Subject: Murphy’s Laws (Page 52)

Urgency varies inversely with importance.

Following the path of least resistance is what makes men and rivers crooked.

Things will get worse before they get better; Who said things would get better?

When two people meet to decide how to spend a third person's money, fraud will result.

If an experiment works, you must be using the wrong equipment.

1. Giving away baby clothes and furniture is a major cause of pregnancy. 2. Always be backlit. 3. Sit down whenever possible.

The uglier a man’s legs are, the better he plays golf.

When eating an elephant, take one bite at a time.

Children have more energy after a hard day of play than they do after a good night's sleep.

It’s easy to tell when you’ve got a bargain – it doesn’t fit.

An easily understood, workable falsehood is more useful than a complex, incomprehensible truth.

If you’ve got them by the balls, their hearts and minds will follow.

When you drop coins, the pennies will fall nearby, while all the others will roll out of sight.

The best simple-minded test of expertise in a particular area is the ability to win money in a series of bets on future occurrences in that area.

The most delicate component will be dropped.
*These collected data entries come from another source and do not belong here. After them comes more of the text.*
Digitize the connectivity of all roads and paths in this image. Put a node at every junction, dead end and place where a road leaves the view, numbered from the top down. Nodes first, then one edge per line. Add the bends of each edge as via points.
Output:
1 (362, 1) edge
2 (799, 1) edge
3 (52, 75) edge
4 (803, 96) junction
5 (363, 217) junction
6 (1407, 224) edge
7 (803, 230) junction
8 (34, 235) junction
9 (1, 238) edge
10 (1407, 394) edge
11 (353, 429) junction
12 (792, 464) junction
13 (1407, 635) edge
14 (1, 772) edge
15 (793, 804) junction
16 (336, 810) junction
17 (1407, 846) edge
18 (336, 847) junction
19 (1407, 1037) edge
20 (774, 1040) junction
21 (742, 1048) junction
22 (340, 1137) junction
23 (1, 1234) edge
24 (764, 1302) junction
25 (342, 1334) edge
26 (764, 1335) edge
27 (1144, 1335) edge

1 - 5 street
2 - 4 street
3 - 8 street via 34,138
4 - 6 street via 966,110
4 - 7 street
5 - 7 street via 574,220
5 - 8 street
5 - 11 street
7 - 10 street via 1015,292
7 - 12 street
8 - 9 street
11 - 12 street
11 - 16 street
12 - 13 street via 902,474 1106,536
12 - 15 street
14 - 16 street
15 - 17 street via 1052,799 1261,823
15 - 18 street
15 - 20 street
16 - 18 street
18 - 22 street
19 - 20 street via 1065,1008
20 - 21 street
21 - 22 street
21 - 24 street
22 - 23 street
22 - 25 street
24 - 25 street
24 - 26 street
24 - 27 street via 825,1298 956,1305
In order to get a loan you must first prove you don't need it.

At any event, the people whose seats are furthest from the aisle, always arrive last.

Make it sufficiently difficult for people to do something, and most people will stop doing it.

Never do anything you wouldn’t get caught dead doing.

Far-away talent always seems better than home-developed talent.


Any product cut to length will be too short.